Where does the word "highway" appear in the data? Copy every line that holds it.

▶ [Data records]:
┄┄┄┄┄┄
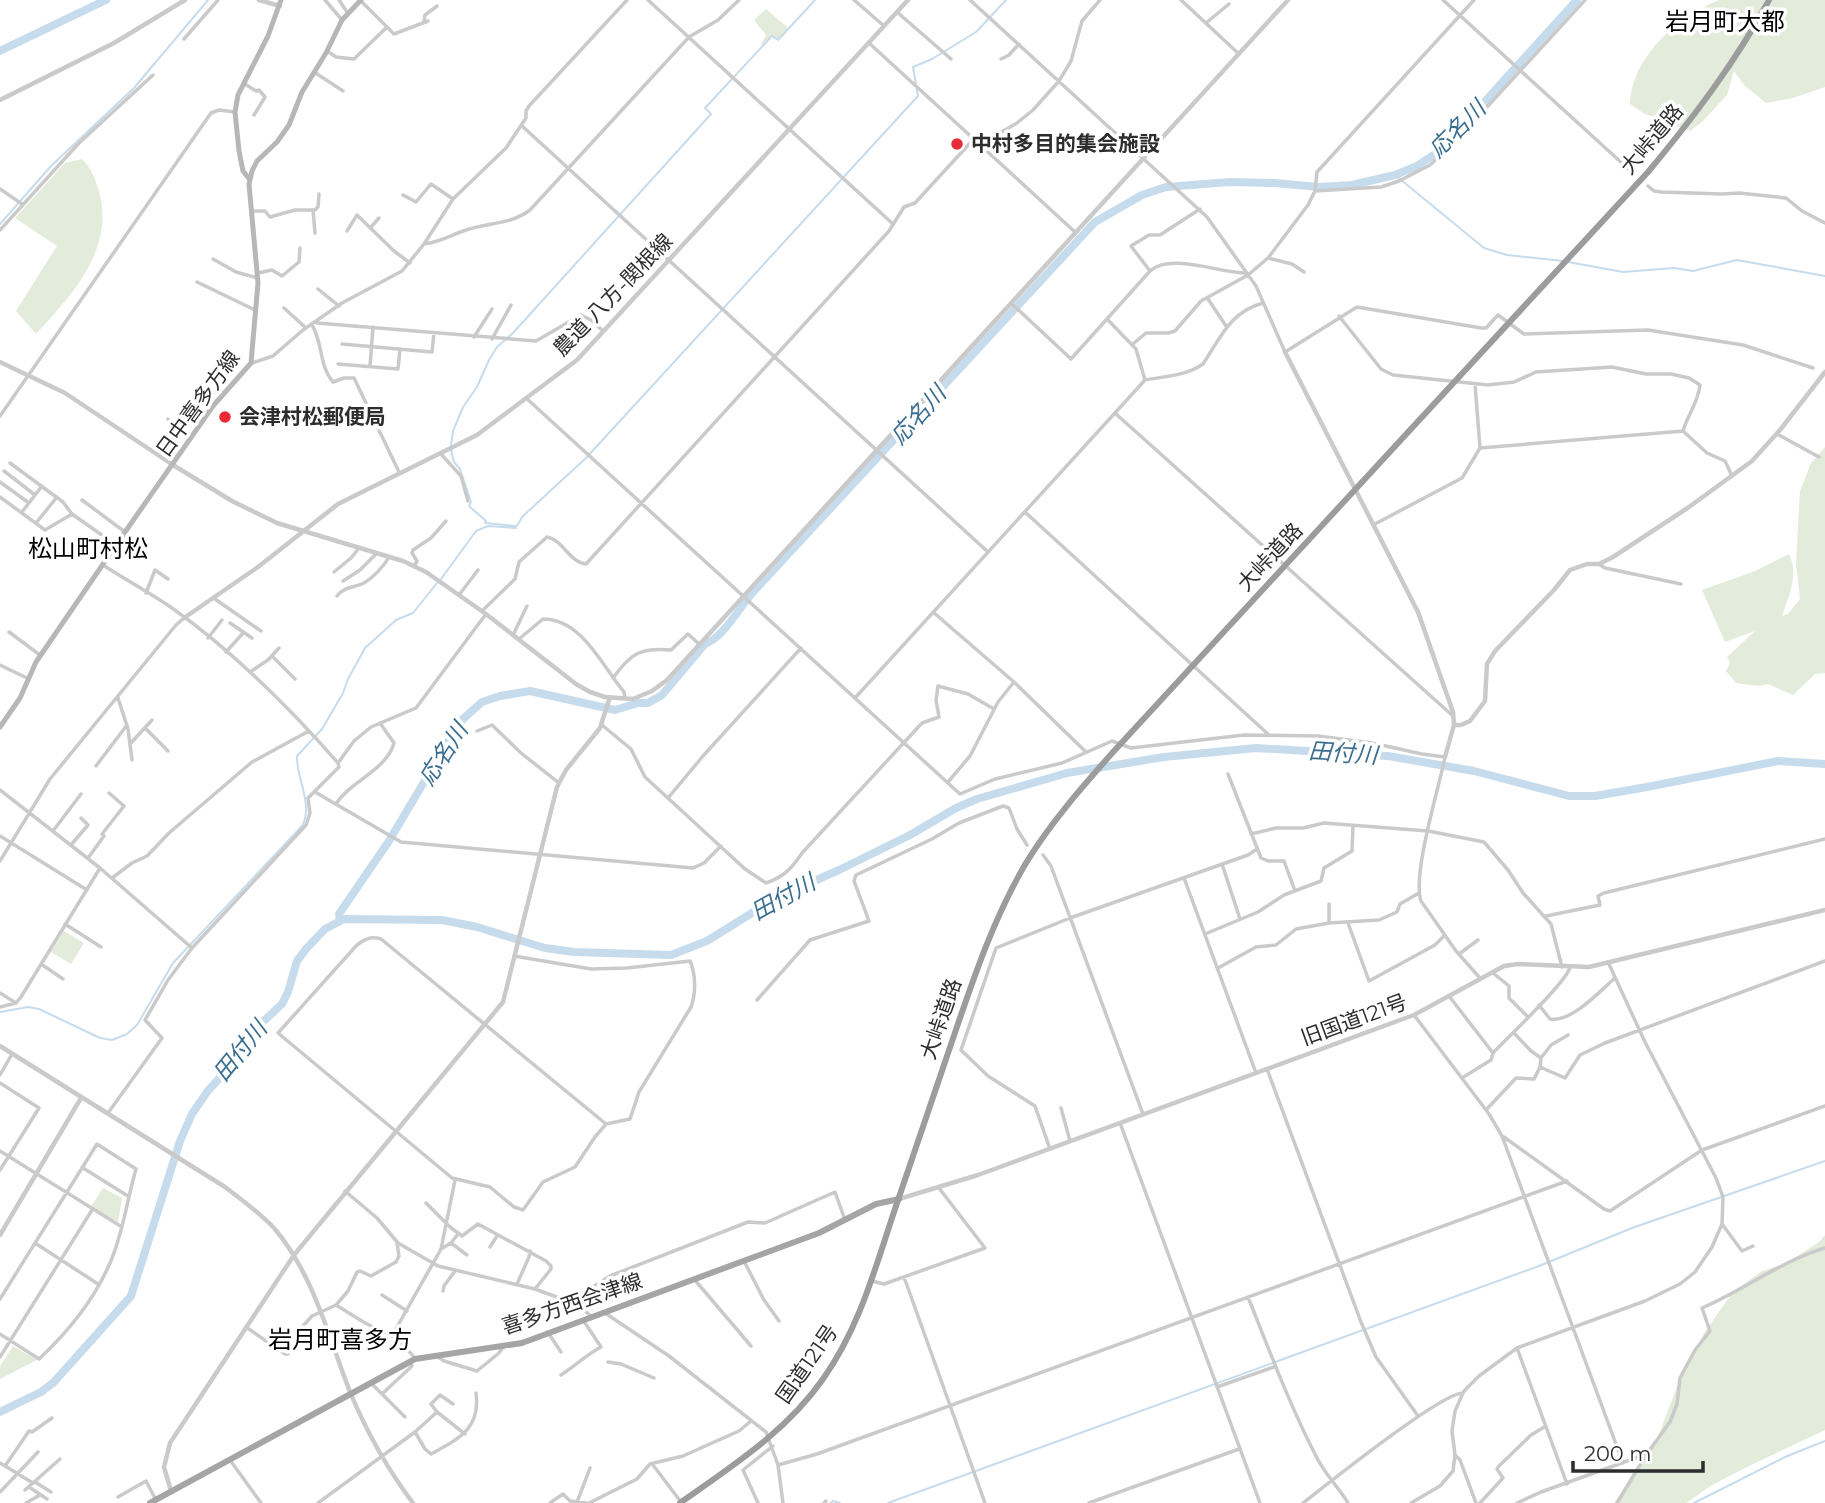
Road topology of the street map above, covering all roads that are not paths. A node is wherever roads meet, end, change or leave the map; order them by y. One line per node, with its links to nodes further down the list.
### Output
1 (186, 0): 44 (street)
2 (218, 0): 31 (street)
3 (259, 0): 20 (street)
4 (326, 0): 26 (street)
5 (340, 0): 23 (street)
6 (361, 0): 23 (main road); 29 (street)
7 (627, 0): 47 (street)
8 (854, 0): 28 (street)
9 (908, 0): 24 (street, 農道 八方-関根線)
10 (970, 0): 33 (street)
11 (1100, 0): 41 (street)
12 (1181, 0): 27 (street)
13 (1288, 0): 35 (street)
14 (1443, 0): 25 (street)
15 (1474, 0): 25 (street)
16 (1585, 0): 38 (street)
17 (1769, 0): 118 (highway, 大峠道路)
18 (650, 1): 30 (street)
19 (737, 1): 30 (street)
20 (281, 3): 42 (main road)
21 (1230, 4): 27 (street)
22 (437, 6): 29 (street)
23 (347, 12): 26 (main road)
24 (897, 12): 28 (street, 農道 八方-関根線); 36 (street)
25 (1460, 15): 38 (street); 56 (street)
26 (342, 20): 34 (main road)
27 (1206, 23): 35 (street)
28 (884, 26): 32 (street, 農道 八方-関根線)
29 (387, 27): 34 (street)
30 (689, 37): 48 (street); 51 (street)
31 (184, 39)
32 (869, 43): 48 (street, 農道 八方-関根線); 49 (street)
33 (1019, 44): 37 (street); 41 (street)
34 (327, 51): 39 (main road)
35 (1239, 54): 50 (street)
36 (951, 59)
37 (1001, 59)
38 (1520, 70): 52 (street); 56 (street)
39 (314, 72): 43 (street); 53 (main road)
40 (153, 75): 60 (street)
41 (1059, 81): 49 (street); 50 (street)
42 (243, 83): 45 (main road); 46 (street)
43 (343, 91)
44 (0, 100)
45 (235, 112): 53 (main road, 日中喜多方線); 115 (street)
46 (254, 115)
47 (522, 126): 51 (street); 59 (street)
48 (790, 130): 66 (street); 77 (street, 農道 八方-関根線)
49 (975, 140): 66 (street); 70 (street)
50 (1144, 158): 61 (street); 70 (street)
51 (568, 169): 72 (street); 77 (street)
52 (1634, 174)
53 (250, 180): 63 (main road, 日中喜多方線)
54 (1648, 186): 65 (street)
55 (0, 188): 60 (street)
56 (1315, 189): 75 (street)
57 (319, 194): 62 (street)
58 (403, 195): 59 (street)
59 (453, 199): 72 (street)
60 (22, 204): 68 (street)
61 (1200, 209): 78 (street); 80 (street)
62 (313, 210): 63 (street); 71 (street)
63 (252, 211): 81 (main road, 日中喜多方線)
64 (379, 218): 67 (street)
65 (1825, 223)
66 (893, 224): 107 (street)
67 (371, 227): 69 (street); 76 (street)
68 (0, 230)
69 (347, 231)
70 (1075, 232): 87 (street)
71 (315, 233)
72 (424, 244): 76 (street)
73 (300, 248): 81 (street)
74 (213, 258): 81 (street)
75 (1268, 258): 79 (street); 80 (street)
76 (410, 262): 88 (street)
77 (669, 262): 98 (street, 農道 八方-関根線); 107 (street)
78 (1150, 271): 80 (street); 93 (street)
79 (1304, 272)
80 (1247, 274): 84 (street); 85 (street)
81 (258, 275): 91 (main road, 日中喜多方線)
82 (197, 282): 91 (street)
83 (318, 289): 88 (street)
84 (1208, 299): 95 (street); 103 (street)
85 (1263, 303): 95 (street); 106 (street)
86 (511, 304): 101 (street)
87 (1012, 305): 93 (street); 128 (street)
88 (339, 306): 94 (street)
89 (284, 308): 97 (street)
90 (492, 309): 100 (street)
91 (256, 310): 109 (main road, 日中喜多方線)
92 (1339, 316): 106 (street); 113 (street); 118 (street)
93 (1107, 319): 103 (street)
94 (313, 324): 96 (street); 97 (street); 116 (street)
95 (1226, 326): 117 (street)
96 (373, 327): 99 (street); 104 (street)
97 (306, 328): 109 (street)
98 (604, 332): 101 (street); 120 (street, 農道 八方-関根線)
99 (434, 333): 100 (street); 105 (street)
100 (474, 337): 101 (street)
101 (492, 339)
102 (342, 344): 104 (street)
103 (1133, 344): 117 (street)
104 (372, 347): 105 (street); 112 (street)
105 (400, 349): 112 (street)
106 (1285, 352): 138 (street)
107 (773, 357): 128 (street); 144 (street)
108 (0, 362): 115 (street)
109 (251, 363): 126 (main road, 日中喜多方線)
110 (338, 365): 111 (street)
111 (355, 365): 112 (street); 116 (street)
112 (370, 366)
113 (1813, 368)
114 (1825, 372): 125 (street)
115 (27, 376): 122 (street); 132 (street)
116 (353, 377): 134 (street)
117 (1145, 380): 121 (street)
118 (1455, 382): 119 (street); 138 (highway, 大峠道路)
119 (1475, 384): 124 (street); 127 (street)
120 (526, 398): 129 (street, 農道 八方-関根線); 144 (street)
121 (1116, 414): 147 (street); 161 (street)
122 (0, 416)
123 (169, 419): 126 (street)
124 (1683, 431): 127 (street); 135 (street)
125 (1777, 434): 130 (street); 135 (street)
126 (191, 439): 132 (main road, 日中喜多方線)
127 (1480, 449): 151 (street)
128 (877, 452): 156 (street); 170 (street)
129 (440, 453): 134 (street, 農道 八方-関根線); 143 (street)
130 (1819, 457)
131 (10, 463): 137 (street)
132 (173, 465): 152 (main road, 日中喜多方線); 153 (street)
133 (4, 471): 139 (street)
134 (399, 472): 153 (street, 農道 八方-関根線)
135 (1732, 476): 159 (street)
136 (0, 482): 145 (street)
137 (42, 486): 139 (street); 141 (street)
138 (1355, 491): 151 (street); 161 (highway, 大峠道路)
139 (35, 495): 145 (street)
140 (0, 496): 146 (street)
141 (57, 497): 148 (street); 150 (street)
142 (82, 500): 152 (street)
143 (468, 501)
144 (640, 501): 170 (street); 175 (street)
145 (29, 503): 146 (street)
146 (22, 512): 150 (street)
147 (1025, 512): 156 (street); 193 (street)
148 (72, 514): 150 (street); 154 (street)
149 (446, 521): 162 (street)
150 (36, 523)
151 (1373, 525): 204 (street)
152 (125, 532): 154 (main road, 日中喜多方線)
153 (302, 532): 155 (street); 172 (street, 農道 八方-関根線)
154 (116, 545): 160 (main road, 日中喜多方線)
155 (359, 548): 157 (street); 164 (street)
156 (988, 552): 174 (street)
157 (377, 553): 158 (street); 166 (street)
158 (389, 557): 162 (street); 171 (street)
159 (1600, 564): 167 (street); 209 (street)
160 (103, 565): 168 (street); 190 (main road, 日中喜多方線)
161 (1286, 565): 193 (highway, 大峠道路); 204 (street)
162 (414, 566): 169 (street)
163 (478, 570): 169 (street)
164 (334, 572)
165 (168, 579): 168 (street)
166 (343, 581)
167 (1681, 584)
168 (146, 593): 176 (street)
169 (459, 594): 175 (street)
170 (743, 595): 186 (street); 188 (street)
171 (337, 596)
172 (215, 599): 176 (street, 農道 八方-関根線); 179 (street)
173 (527, 606): 182 (street)
174 (933, 611): 198 (street); 201 (street)
175 (484, 613): 182 (street); 206 (street)
176 (184, 618): 183 (street); 199 (street)
177 (222, 620): 183 (street)
178 (230, 623): 181 (street)
179 (261, 631)
180 (9, 632): 190 (street)
181 (244, 632): 184 (street); 189 (street)
182 (513, 635): 185 (street)
183 (208, 638): 189 (street)
184 (252, 638)
185 (519, 639): 195 (street); 202 (street)
186 (699, 644): 195 (street); 200 (street)
187 (279, 648): 191 (street)
188 (801, 648): 201 (street); 231 (street)
189 (226, 652): 194 (street)
190 (40, 656): 196 (main road, 日中喜多方線)
191 (272, 657): 194 (street); 197 (street)
192 (0, 665): 196 (street)
193 (1193, 666): 214 (street); 217 (highway, 大峠道路)
194 (250, 672): 212 (street)
195 (613, 678): 200 (street)
196 (29, 679): 210 (main road, 日中喜多方線)
197 (295, 679)
198 (1014, 682): 203 (street); 219 (street)
199 (118, 698): 207 (street); 233 (street)
200 (625, 698): 202 (street)
201 (855, 698): 216 (street)
202 (609, 700): 208 (street)
203 (994, 709): 216 (street); 225 (street)
204 (1454, 716): 209 (street)
205 (152, 720): 211 (street)
206 (380, 723): 222 (street); 232 (street)
207 (127, 725): 215 (street); 223 (street)
208 (602, 725): 226 (street); 231 (street)
209 (1454, 725): 220 (street)
210 (0, 727)
211 (145, 728): 215 (street); 218 (street)
212 (309, 731): 222 (street); 253 (street)
213 (477, 731): 226 (street)
214 (1269, 736): 217 (street); 220 (street)
215 (131, 743): 221 (street)
216 (904, 743): 225 (street); 244 (street)
217 (1120, 745): 219 (street); 329 (highway, 大峠道路)
218 (168, 751)
219 (1086, 752): 225 (street)
220 (1445, 758): 237 (street)
221 (132, 760)
222 (338, 763): 228 (street)
223 (96, 766)
224 (1228, 774): 238 (street)
225 (947, 782)
226 (559, 783): 246 (street)
227 (0, 790): 233 (street)
228 (315, 792): 232 (street); 269 (street)
229 (109, 793): 248 (street)
230 (81, 794): 236 (street)
231 (668, 798): 244 (street)
232 (336, 804): 246 (street)
233 (29, 812): 236 (street); 241 (street)
234 (81, 818): 242 (street)
235 (1353, 825): 237 (street); 238 (street); 255 (street)
236 (53, 831): 242 (street)
237 (1428, 831): 256 (street); 259 (street)
238 (1251, 834): 245 (street)
239 (0, 836): 241 (street)
240 (1825, 839): 259 (street)
241 (12, 843): 249 (street); 254 (street)
242 (71, 845): 248 (street)
243 (1027, 845): 284 (street)
244 (721, 846): 246 (street)
245 (1257, 849): 250 (street); 255 (street)
246 (539, 855): 270 (street)
247 (1043, 855): 260 (street)
248 (88, 858): 251 (street)
249 (0, 861)
250 (1222, 864): 252 (street); 261 (street)
251 (100, 868): 253 (street); 254 (street)
252 (1184, 877): 260 (street); 265 (street)
253 (112, 878): 269 (street)
254 (87, 890): 264 (street)
255 (1295, 891): 261 (street)
256 (1419, 893): 263 (street); 266 (street)
257 (1329, 904): 262 (street)
258 (1825, 911): 273 (street, 旧国道121号)
259 (1545, 916): 275 (street)
260 (1070, 918): 309 (street); 315 (street)
261 (1240, 919): 265 (street)
262 (1329, 923): 263 (street); 277 (street)
263 (1348, 923): 266 (street)
264 (65, 924): 268 (street); 274 (street)
265 (1205, 934): 277 (street)
266 (1445, 935): 271 (street)
267 (1478, 940): 271 (street)
268 (101, 947)
269 (192, 948): 308 (street)
270 (515, 953): 290 (street); 311 (street)
271 (1460, 954): 279 (street)
272 (1825, 961): 291 (street)
273 (1608, 962): 276 (street, 旧国道121号); 280 (street)
274 (41, 964): 281 (street); 285 (street)
275 (1562, 967): 276 (street, 旧国道121号); 278 (street, 旧国道121号)
276 (1570, 967): 286 (street)
277 (1218, 968): 300 (street)
278 (1492, 972): 279 (street, 旧国道121号); 289 (street)
279 (1481, 978): 283 (street, 旧国道121号)
280 (1615, 978): 286 (street); 291 (street)
281 (63, 979)
282 (0, 993): 285 (street)
283 (1449, 996): 288 (street, 旧国道121号); 296 (street)
284 (757, 1000)
285 (16, 1003): 287 (street)
286 (1539, 1005): 289 (street)
287 (0, 1007)
288 (1414, 1015): 299 (street, 旧国道121号); 302 (street)
289 (1528, 1017): 292 (street)
290 (485, 1024): 311 (street); 312 (street); 312 (street)
291 (1639, 1030): 298 (street); 316 (street)
292 (1514, 1033): 296 (street); 297 (street)
293 (1569, 1035): 297 (street)
294 (0, 1046): 295 (street)
295 (12, 1054): 301 (street); 304 (street)
296 (1493, 1054): 302 (street)
297 (1541, 1058): 298 (street)
298 (1540, 1067): 307 (street)
299 (1267, 1069): 300 (street, 旧国道121号); 352 (street)
300 (1256, 1073): 309 (street, 旧国道121号)
301 (0, 1075)
302 (1462, 1078): 307 (street)
303 (0, 1083): 318 (street)
304 (81, 1098): 308 (street); 321 (street)
305 (1825, 1106): 316 (street)
306 (1061, 1108): 314 (street)
307 (1486, 1110): 313 (street)
308 (107, 1114): 347 (street)
309 (1143, 1114): 310 (street, 旧国道121号)
310 (1120, 1123): 314 (street, 旧国道121号); 371 (street)
311 (606, 1124): 322 (street)
312 (396, 1132): 322 (street); 325 (street)
313 (1502, 1136): 323 (street); 328 (street)
314 (1070, 1141): 315 (street, 旧国道121号)
315 (1050, 1149): 324 (street, 旧国道121号)
316 (1702, 1150): 323 (street); 334 (street)
317 (0, 1152): 318 (street)
318 (8, 1157): 320 (street); 321 (street)
319 (83, 1168): 326 (street); 327 (street); 327 (street)
320 (0, 1170)
321 (37, 1175): 326 (street); 337 (street)
322 (455, 1180): 333 (street)
323 (1567, 1181): 328 (street)
324 (939, 1188): 329 (street, 旧国道121号); 354 (street)
325 (345, 1191): 340 (street); 347 (street)
326 (67, 1193): 331 (street); 339 (street)
327 (128, 1196): 335 (street)
328 (1524, 1196): 352 (street); 375 (street)
329 (899, 1199): 332 (main road, 喜多方西会津線); 356 (highway, 国道121号)
330 (426, 1203): 333 (street)
331 (92, 1210): 335 (street); 349 (street)
332 (845, 1220): 350 (main road, 喜多方西会津線); 365 (street)
333 (446, 1223): 336 (street); 345 (street)
334 (1722, 1224): 342 (street); 375 (street)
335 (122, 1227): 357 (street)
336 (458, 1234): 338 (street); 341 (street)
337 (0, 1235)
338 (497, 1236): 343 (street); 346 (street)
339 (35, 1243): 349 (street); 360 (street)
340 (397, 1243): 351 (street); 366 (street)
341 (451, 1243): 345 (street); 348 (street)
342 (1754, 1246)
343 (490, 1247)
344 (1825, 1248): 412 (street)
345 (441, 1249): 351 (street)
346 (530, 1251): 358 (street); 359 (street)
347 (294, 1255): 369 (street); 374 (street)
348 (467, 1255)
349 (61, 1260): 357 (street); 379 (street)
350 (744, 1261): 355 (main road, 喜多方西会津線); 373 (street)
351 (433, 1263): 353 (street); 367 (street)
352 (1339, 1263): 363 (street); 400 (street)
353 (455, 1270): 358 (street); 361 (street)
354 (904, 1277): 356 (street); 398 (street)
355 (694, 1279): 368 (main road, 喜多方西会津線); 380 (street)
356 (872, 1281): 407 (highway, 国道121号)
357 (98, 1284): 379 (street)
358 (517, 1284): 359 (street)
359 (535, 1289): 365 (street)
360 (2, 1291): 364 (street)
361 (443, 1291)
362 (382, 1295): 367 (street)
363 (1248, 1297): 371 (street); 388 (street)
364 (0, 1299)
365 (574, 1304): 370 (street)
366 (336, 1305): 369 (street); 378 (street)
367 (407, 1311): 378 (street)
368 (604, 1312): 370 (main road, 喜多方西会津線); 403 (street)
369 (321, 1313): 374 (street); 393 (street)
370 (592, 1317): 372 (main road, 喜多方西会津線)
371 (1191, 1318): 392 (street); 398 (street)
372 (583, 1320): 376 (main road, 喜多方西会津線); 389 (street)
373 (779, 1321)
374 (246, 1327): 427 (street)
375 (1573, 1328): 382 (street); 416 (street)
376 (548, 1332): 381 (main road, 喜多方西会津線); 383 (street)
377 (0, 1334): 379 (street)
378 (393, 1336): 386 (street)
379 (10, 1340): 385 (street)
380 (751, 1346)
381 (503, 1347): 384 (main road, 喜多方西会津線); 384 (street)
382 (1517, 1348): 395 (street); 404 (street)
383 (561, 1352)
384 (438, 1355): 386 (main road, 喜多方西会津線)
385 (0, 1357)
386 (413, 1360): 391 (main road, 喜多方西会津線); 396 (street)
387 (608, 1362): 390 (street)
388 (1273, 1364): 392 (street); 422 (street)
389 (561, 1375)
390 (654, 1378)
391 (370, 1383): 393 (main road, 喜多方西会津線); 396 (street)
392 (1217, 1387): 409 (street)
393 (351, 1393): 413 (street); 415 (main road, 喜多方西会津線)
394 (476, 1393): 406 (street)
395 (1463, 1393): 400 (street); 411 (street)
396 (382, 1394): 402 (street)
397 (453, 1404): 399 (street)
398 (950, 1406): 419 (street); 442 (street)
399 (436, 1412): 405 (street); 406 (street)
400 (1418, 1416): 422 (street)
401 (52, 1418): 417 (street)
402 (405, 1418)
403 (751, 1421): 407 (street); 418 (street)
404 (1546, 1426): 424 (street); 448 (street)
405 (415, 1432): 406 (street); 413 (street)
406 (465, 1434)
407 (769, 1438): 408 (street); 439 (highway, 国道121号)
408 (772, 1446): 419 (street); 440 (street)
409 (1240, 1448): 443 (street); 444 (street)
410 (38, 1452): 421 (street)
411 (1455, 1455): 447 (street); 448 (street)
412 (1646, 1455): 416 (street); 450 (street)
413 (383, 1456): 435 (street); 436 (street)
414 (60, 1460): 423 (street)
415 (230, 1460): 427 (main road, 喜多方西会津線); 434 (street)
416 (1623, 1463): 424 (street)
417 (2, 1464): 421 (street)
418 (652, 1464): 438 (street); 439 (street)
419 (778, 1465): 441 (street)
420 (590, 1468): 432 (street)
421 (17, 1473): 423 (street); 425 (street)
422 (1334, 1480): 445 (street); 446 (street)
423 (34, 1482): 426 (street); 428 (street)
424 (1567, 1484): 449 (street)
425 (0, 1492)
426 (51, 1492)
427 (172, 1492): 431 (main road, 喜多方西会津線)
428 (40, 1495): 430 (street); 433 (street)
429 (118, 1497): 431 (street)
430 (47, 1499)
431 (153, 1502)
432 (577, 1502): 437 (street); 438 (street)
433 (26, 1503)
434 (261, 1503)
435 (318, 1503)
436 (413, 1503)
437 (550, 1503)
438 (588, 1503)
439 (681, 1503)
440 (758, 1503)
441 (783, 1503)
442 (985, 1503)
443 (1090, 1503)
444 (1260, 1503)
445 (1303, 1503)
446 (1348, 1503)
447 (1411, 1503)
448 (1478, 1503)
449 (1517, 1503)
450 (1617, 1503)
┄┄┄┄┄┄
▶ [OUTPUT BELOW]:
17 (1769, 0): 118 (highway, 大峠道路)
118 (1455, 382): 119 (street); 138 (highway, 大峠道路)
138 (1355, 491): 151 (street); 161 (highway, 大峠道路)
161 (1286, 565): 193 (highway, 大峠道路); 204 (street)
193 (1193, 666): 214 (street); 217 (highway, 大峠道路)
217 (1120, 745): 219 (street); 329 (highway, 大峠道路)
329 (899, 1199): 332 (main road, 喜多方西会津線); 356 (highway, 国道121号)
356 (872, 1281): 407 (highway, 国道121号)
407 (769, 1438): 408 (street); 439 (highway, 国道121号)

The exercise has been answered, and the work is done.